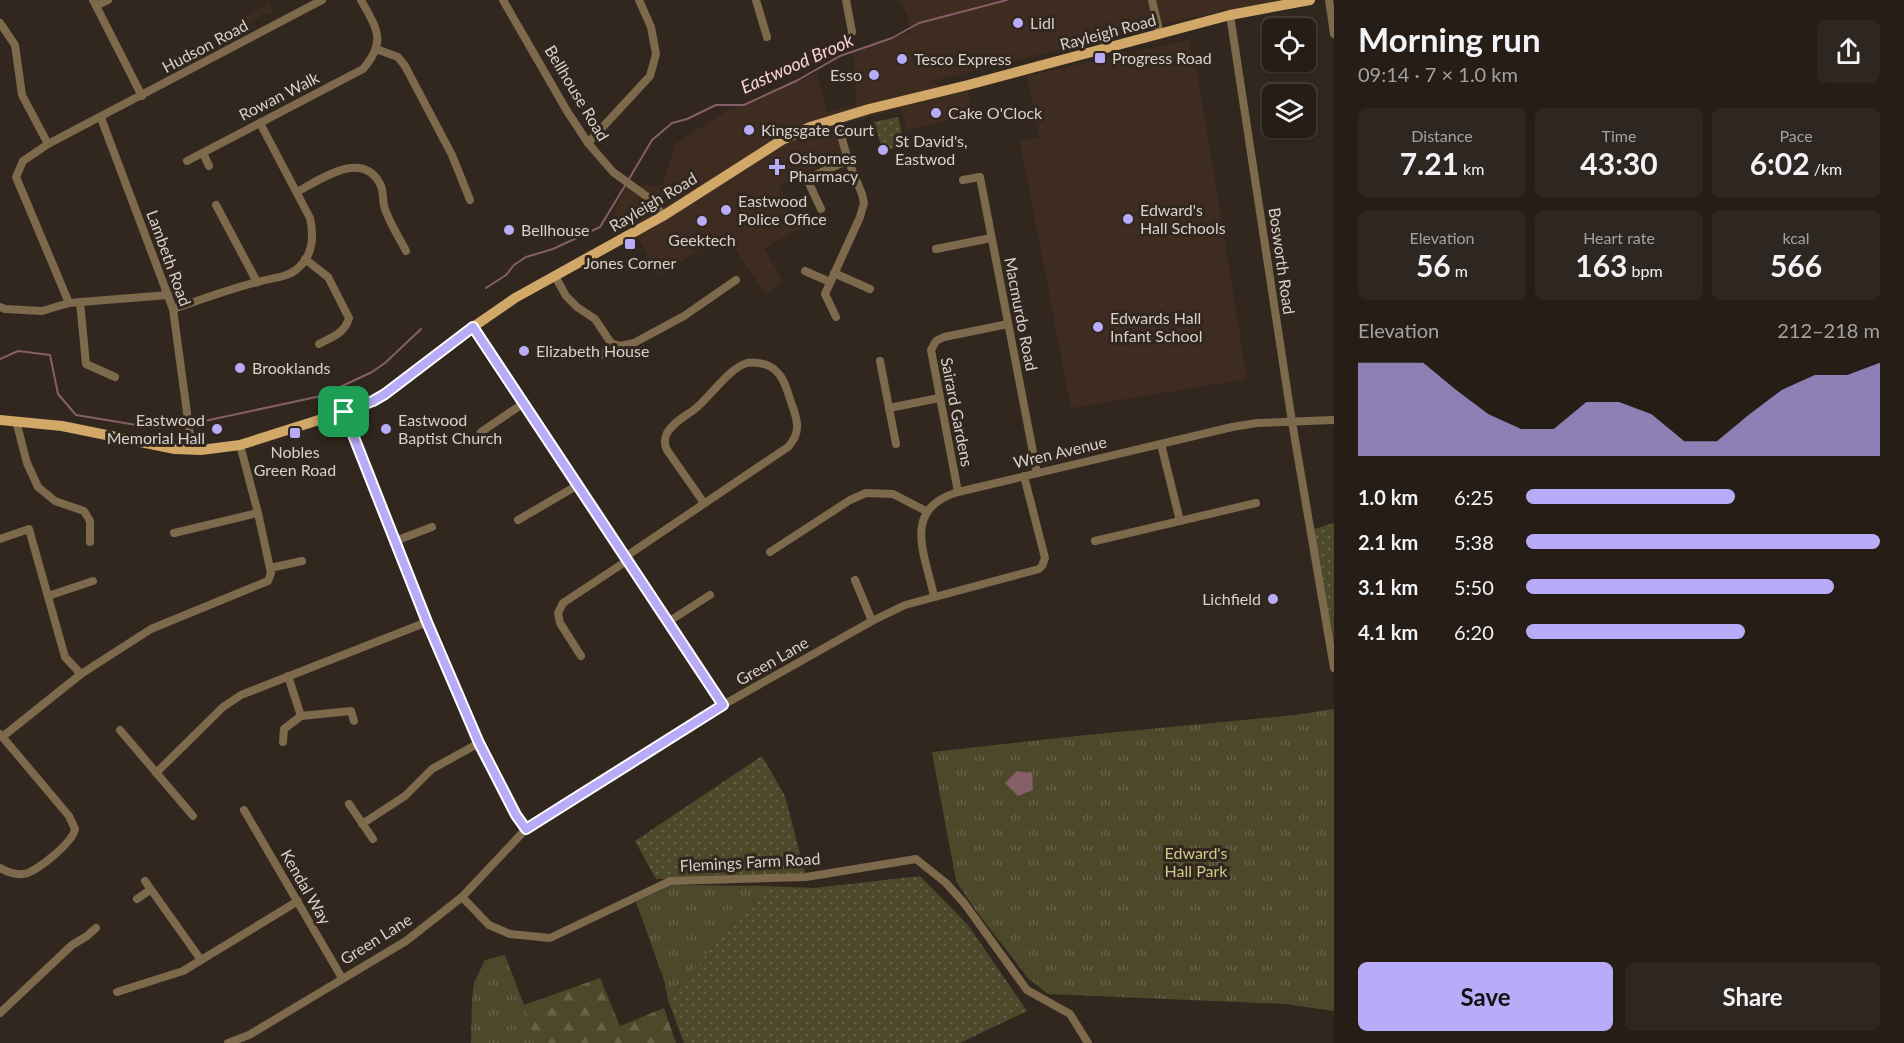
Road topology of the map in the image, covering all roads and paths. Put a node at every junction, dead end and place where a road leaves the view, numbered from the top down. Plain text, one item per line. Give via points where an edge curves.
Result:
1 (108, 0) edge
2 (322, 0) edge
3 (361, 0) edge
4 (503, 0) edge
5 (639, 0) edge
6 (756, 0) edge
7 (846, 0) edge
8 (1152, 0) edge
9 (1310, 0) edge
10 (1329, 0) edge
11 (94, 3) edge
12 (1230, 15) junction
13 (0, 23) edge
14 (852, 32) dead end
15 (1160, 34) junction
16 (1334, 34) edge
17 (767, 38) dead end
18 (376, 49) junction
19 (142, 96) junction
20 (101, 118) junction
21 (836, 118) junction
22 (260, 123) junction
23 (588, 143) junction
24 (48, 144) junction
25 (202, 153) junction
26 (848, 160) junction
27 (188, 161) dead end
28 (209, 166) dead end
29 (963, 180) dead end
30 (297, 192) junction
31 (470, 200) dead end
32 (216, 205) dead end
33 (821, 209) dead end
34 (221, 215) junction
35 (663, 216) junction
36 (212, 220) dead end
37 (991, 238) junction
38 (936, 249) dead end
39 (406, 251) dead end
40 (305, 260) junction
41 (805, 271) dead end
42 (834, 273) junction
43 (555, 276) junction
44 (736, 280) dead end
45 (257, 282) junction
46 (830, 282) junction
47 (870, 289) dead end
48 (168, 296) junction
49 (80, 302) junction
50 (69, 303) junction
51 (0, 307) edge
52 (173, 309) junction
53 (836, 317) dead end
54 (1008, 324) junction
55 (473, 327) junction
56 (320, 344) dead end
57 (611, 344) junction
58 (603, 355) dead end
59 (880, 361) dead end
60 (115, 377) dead end
61 (939, 398) junction
62 (524, 403) junction
63 (889, 408) junction
64 (344, 412) junction
65 (0, 420) edge
66 (1334, 420) edge
67 (16, 421) junction
68 (1292, 422) junction
69 (481, 432) dead end
70 (896, 444) dead end
71 (1161, 444) junction
72 (240, 445) junction
73 (192, 450) junction
74 (1037, 473) junction
75 (1024, 476) junction
76 (578, 485) junction
77 (958, 492) junction
78 (704, 503) junction
79 (1256, 503) dead end
80 (926, 511) junction
81 (258, 513) junction
82 (518, 520) dead end
83 (1180, 521) junction
84 (432, 527) dead end
85 (174, 533) dead end
86 (0, 539) edge
87 (396, 541) junction
88 (1095, 541) dead end
89 (90, 542) dead end
90 (770, 552) dead end
91 (627, 558) junction
92 (302, 561) dead end
93 (270, 568) junction
94 (855, 580) dead end
95 (93, 581) dead end
96 (710, 595) dead end
97 (48, 596) junction
98 (934, 596) junction
99 (872, 621) junction
100 (427, 622) junction
101 (668, 622) junction
102 (581, 656) dead end
103 (1334, 668) edge
104 (81, 674) junction
105 (288, 676) junction
106 (723, 705) junction
107 (301, 716) junction
108 (354, 721) dead end
109 (120, 730) dead end
110 (1, 736) edge
111 (283, 742) dead end
112 (479, 743) junction
113 (156, 774) junction
114 (349, 804) dead end
115 (244, 810) dead end
116 (193, 816) dead end
117 (362, 824) junction
118 (526, 829) junction
119 (373, 840) dead end
120 (0, 868) edge
121 (145, 881) dead end
122 (150, 890) junction
123 (462, 897) junction
124 (137, 899) dead end
125 (298, 901) junction
126 (96, 928) dead end
127 (201, 960) junction
128 (342, 978) junction
129 (117, 992) dead end
130 (0, 1013) edge
131 (228, 1043) edge
132 (1088, 1043) edge

1 - 11 street
2 - 19 street, Hudson Road
3 - 18 street via 378,35
4 - 23 street, Bellhouse Road
5 - 23 street via 651,27 656,54 650,76
6 - 17 street
7 - 14 street
8 - 15 street
9 - 12 main road, Rayleigh Road
10 - 16 street
11 - 19 street
12 - 15 main road, Rayleigh Road
12 - 68 street, Bosworth Road
13 - 24 street via 15,45 22,95
15 - 21 main road, Rayleigh Road
18 - 22 street, Rowan Walk via 363,69
18 - 31 street via 398,57 405,66 452,155
19 - 20 street, Hudson Road
20 - 24 street, Hudson Road
20 - 48 street, Lambeth Road
21 - 26 street
21 - 35 main road, Rayleigh Road via 782,140
22 - 25 street, Rowan Walk
22 - 30 street
23 - 35 street, Bellhouse Road via 606,166 653,201
24 - 50 street, Hudson Road via 23,160 16,177
25 - 27 street, Rowan Walk
25 - 28 street
26 - 33 street via 807,179
26 - 42 street via 864,203
29 - 37 street, Macmurdo Road via 980,177
30 - 39 street via 341,169 359,168 373,174
30 - 40 street via 313,232
32 - 34 street
34 - 36 street
34 - 45 street
35 - 43 main road, Rayleigh Road
37 - 38 street
37 - 54 street, Macmurdo Road
40 - 45 street via 281,277
40 - 56 street via 328,277 349,318 343,331
41 - 46 street
42 - 46 street
42 - 47 street
43 - 55 main road, Rayleigh Road
43 - 57 street via 566,296 595,319
44 - 57 street via 684,316 634,343
45 - 52 street
46 - 53 street via 825,296
48 - 49 street
48 - 52 street, Lambeth Road
49 - 50 street
49 - 60 street via 86,364
50 - 51 street via 42,311
52 - 73 street, Lambeth Road
54 - 61 street, Sairard Gardens via 944,337 933,344 931,354
54 - 74 street, Macmurdo Road
55 - 62 street
55 - 64 main road, Rayleigh Road via 385,394
57 - 58 street
59 - 63 street
61 - 63 street
61 - 77 street, Sairard Gardens
62 - 69 street
62 - 76 street
63 - 70 street
64 - 72 main road, Rayleigh Road
64 - 87 street
65 - 67 main road, Rayleigh Road
66 - 68 street, Wren Avenue
67 - 73 main road, Rayleigh Road
67 - 89 street via 38,487 54,501 87,514
68 - 71 street, Wren Avenue via 1245,425
68 - 103 street, Bosworth Road
71 - 74 street, Wren Avenue
71 - 83 street
72 - 73 main road, Rayleigh Road
72 - 81 street
74 - 75 street, Wren Avenue
75 - 77 street, Wren Avenue
75 - 98 street, Green Lane via 1044,553 1042,566
76 - 82 street
76 - 91 street
77 - 80 street, Wren Avenue via 940,498
78 - 78 street via 788,447 797,435 798,422 785,384 769,366 740,366 665,435 667,450
78 - 91 street
79 - 83 street
80 - 90 street via 893,494 866,493
80 - 98 street via 922,538
81 - 85 street
81 - 93 street
83 - 88 street
84 - 87 street
86 - 97 street via 29,529
87 - 100 street
91 - 101 street
91 - 102 street via 563,603 558,613
92 - 93 street
93 - 104 street via 268,581 151,629
94 - 99 street
95 - 97 street
96 - 101 street
97 - 104 street via 64,657
98 - 99 street, Green Lane
99 - 106 street, Green Lane
100 - 105 street
100 - 112 street
101 - 106 street
104 - 110 street
105 - 107 street
105 - 113 street via 241,694 223,707
106 - 118 street, Green Lane
107 - 108 street via 351,711
107 - 111 street via 284,729
109 - 113 street
110 - 120 street via 69,816 75,829 71,838 28,873
112 - 117 street via 432,770 405,796
112 - 118 street
113 - 116 street
114 - 117 street
115 - 125 street, Kendal Way
117 - 119 street
118 - 123 street, Green Lane
121 - 122 street
122 - 124 street
122 - 127 street
123 - 128 street, Green Lane via 406,941
123 - 132 street, Flemings Farm Road via 489,926 510,934 550,938 670,882 806,877 916,859 964,903 1027,990 1070,1014
125 - 127 street
125 - 128 street, Kendal Way
126 - 130 street via 72,945
127 - 129 street via 183,971
128 - 131 street, Green Lane via 249,1035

### DESCRIPTION OF THE TASK
Write out every entry again word for word, without any of the pictures.

### SOLUTION FOR THIS TASK
Road topology of the map in the image, covering all roads and paths. Put a node at every junction, dead end and place where a road leaves the view, numbered from the top down. Plain text, one item per line. Give via points where an edge curves.
Result:
1 (108, 0) edge
2 (322, 0) edge
3 (361, 0) edge
4 (503, 0) edge
5 (639, 0) edge
6 (756, 0) edge
7 (846, 0) edge
8 (1152, 0) edge
9 (1310, 0) edge
10 (1329, 0) edge
11 (94, 3) edge
12 (1230, 15) junction
13 (0, 23) edge
14 (852, 32) dead end
15 (1160, 34) junction
16 (1334, 34) edge
17 (767, 38) dead end
18 (376, 49) junction
19 (142, 96) junction
20 (101, 118) junction
21 (836, 118) junction
22 (260, 123) junction
23 (588, 143) junction
24 (48, 144) junction
25 (202, 153) junction
26 (848, 160) junction
27 (188, 161) dead end
28 (209, 166) dead end
29 (963, 180) dead end
30 (297, 192) junction
31 (470, 200) dead end
32 (216, 205) dead end
33 (821, 209) dead end
34 (221, 215) junction
35 (663, 216) junction
36 (212, 220) dead end
37 (991, 238) junction
38 (936, 249) dead end
39 (406, 251) dead end
40 (305, 260) junction
41 (805, 271) dead end
42 (834, 273) junction
43 (555, 276) junction
44 (736, 280) dead end
45 (257, 282) junction
46 (830, 282) junction
47 (870, 289) dead end
48 (168, 296) junction
49 (80, 302) junction
50 (69, 303) junction
51 (0, 307) edge
52 (173, 309) junction
53 (836, 317) dead end
54 (1008, 324) junction
55 (473, 327) junction
56 (320, 344) dead end
57 (611, 344) junction
58 (603, 355) dead end
59 (880, 361) dead end
60 (115, 377) dead end
61 (939, 398) junction
62 (524, 403) junction
63 (889, 408) junction
64 (344, 412) junction
65 (0, 420) edge
66 (1334, 420) edge
67 (16, 421) junction
68 (1292, 422) junction
69 (481, 432) dead end
70 (896, 444) dead end
71 (1161, 444) junction
72 (240, 445) junction
73 (192, 450) junction
74 (1037, 473) junction
75 (1024, 476) junction
76 (578, 485) junction
77 (958, 492) junction
78 (704, 503) junction
79 (1256, 503) dead end
80 (926, 511) junction
81 (258, 513) junction
82 (518, 520) dead end
83 (1180, 521) junction
84 (432, 527) dead end
85 (174, 533) dead end
86 (0, 539) edge
87 (396, 541) junction
88 (1095, 541) dead end
89 (90, 542) dead end
90 (770, 552) dead end
91 (627, 558) junction
92 (302, 561) dead end
93 (270, 568) junction
94 (855, 580) dead end
95 (93, 581) dead end
96 (710, 595) dead end
97 (48, 596) junction
98 (934, 596) junction
99 (872, 621) junction
100 (427, 622) junction
101 (668, 622) junction
102 (581, 656) dead end
103 (1334, 668) edge
104 (81, 674) junction
105 (288, 676) junction
106 (723, 705) junction
107 (301, 716) junction
108 (354, 721) dead end
109 (120, 730) dead end
110 (1, 736) edge
111 (283, 742) dead end
112 (479, 743) junction
113 (156, 774) junction
114 (349, 804) dead end
115 (244, 810) dead end
116 (193, 816) dead end
117 (362, 824) junction
118 (526, 829) junction
119 (373, 840) dead end
120 (0, 868) edge
121 (145, 881) dead end
122 (150, 890) junction
123 (462, 897) junction
124 (137, 899) dead end
125 (298, 901) junction
126 (96, 928) dead end
127 (201, 960) junction
128 (342, 978) junction
129 (117, 992) dead end
130 (0, 1013) edge
131 (228, 1043) edge
132 (1088, 1043) edge

1 - 11 street
2 - 19 street, Hudson Road
3 - 18 street via 378,35
4 - 23 street, Bellhouse Road
5 - 23 street via 651,27 656,54 650,76
6 - 17 street
7 - 14 street
8 - 15 street
9 - 12 main road, Rayleigh Road
10 - 16 street
11 - 19 street
12 - 15 main road, Rayleigh Road
12 - 68 street, Bosworth Road
13 - 24 street via 15,45 22,95
15 - 21 main road, Rayleigh Road
18 - 22 street, Rowan Walk via 363,69
18 - 31 street via 398,57 405,66 452,155
19 - 20 street, Hudson Road
20 - 24 street, Hudson Road
20 - 48 street, Lambeth Road
21 - 26 street
21 - 35 main road, Rayleigh Road via 782,140
22 - 25 street, Rowan Walk
22 - 30 street
23 - 35 street, Bellhouse Road via 606,166 653,201
24 - 50 street, Hudson Road via 23,160 16,177
25 - 27 street, Rowan Walk
25 - 28 street
26 - 33 street via 807,179
26 - 42 street via 864,203
29 - 37 street, Macmurdo Road via 980,177
30 - 39 street via 341,169 359,168 373,174
30 - 40 street via 313,232
32 - 34 street
34 - 36 street
34 - 45 street
35 - 43 main road, Rayleigh Road
37 - 38 street
37 - 54 street, Macmurdo Road
40 - 45 street via 281,277
40 - 56 street via 328,277 349,318 343,331
41 - 46 street
42 - 46 street
42 - 47 street
43 - 55 main road, Rayleigh Road
43 - 57 street via 566,296 595,319
44 - 57 street via 684,316 634,343
45 - 52 street
46 - 53 street via 825,296
48 - 49 street
48 - 52 street, Lambeth Road
49 - 50 street
49 - 60 street via 86,364
50 - 51 street via 42,311
52 - 73 street, Lambeth Road
54 - 61 street, Sairard Gardens via 944,337 933,344 931,354
54 - 74 street, Macmurdo Road
55 - 62 street
55 - 64 main road, Rayleigh Road via 385,394
57 - 58 street
59 - 63 street
61 - 63 street
61 - 77 street, Sairard Gardens
62 - 69 street
62 - 76 street
63 - 70 street
64 - 72 main road, Rayleigh Road
64 - 87 street
65 - 67 main road, Rayleigh Road
66 - 68 street, Wren Avenue
67 - 73 main road, Rayleigh Road
67 - 89 street via 38,487 54,501 87,514
68 - 71 street, Wren Avenue via 1245,425
68 - 103 street, Bosworth Road
71 - 74 street, Wren Avenue
71 - 83 street
72 - 73 main road, Rayleigh Road
72 - 81 street
74 - 75 street, Wren Avenue
75 - 77 street, Wren Avenue
75 - 98 street, Green Lane via 1044,553 1042,566
76 - 82 street
76 - 91 street
77 - 80 street, Wren Avenue via 940,498
78 - 78 street via 788,447 797,435 798,422 785,384 769,366 740,366 665,435 667,450
78 - 91 street
79 - 83 street
80 - 90 street via 893,494 866,493
80 - 98 street via 922,538
81 - 85 street
81 - 93 street
83 - 88 street
84 - 87 street
86 - 97 street via 29,529
87 - 100 street
91 - 101 street
91 - 102 street via 563,603 558,613
92 - 93 street
93 - 104 street via 268,581 151,629
94 - 99 street
95 - 97 street
96 - 101 street
97 - 104 street via 64,657
98 - 99 street, Green Lane
99 - 106 street, Green Lane
100 - 105 street
100 - 112 street
101 - 106 street
104 - 110 street
105 - 107 street
105 - 113 street via 241,694 223,707
106 - 118 street, Green Lane
107 - 108 street via 351,711
107 - 111 street via 284,729
109 - 113 street
110 - 120 street via 69,816 75,829 71,838 28,873
112 - 117 street via 432,770 405,796
112 - 118 street
113 - 116 street
114 - 117 street
115 - 125 street, Kendal Way
117 - 119 street
118 - 123 street, Green Lane
121 - 122 street
122 - 124 street
122 - 127 street
123 - 128 street, Green Lane via 406,941
123 - 132 street, Flemings Farm Road via 489,926 510,934 550,938 670,882 806,877 916,859 964,903 1027,990 1070,1014
125 - 127 street
125 - 128 street, Kendal Way
126 - 130 street via 72,945
127 - 129 street via 183,971
128 - 131 street, Green Lane via 249,1035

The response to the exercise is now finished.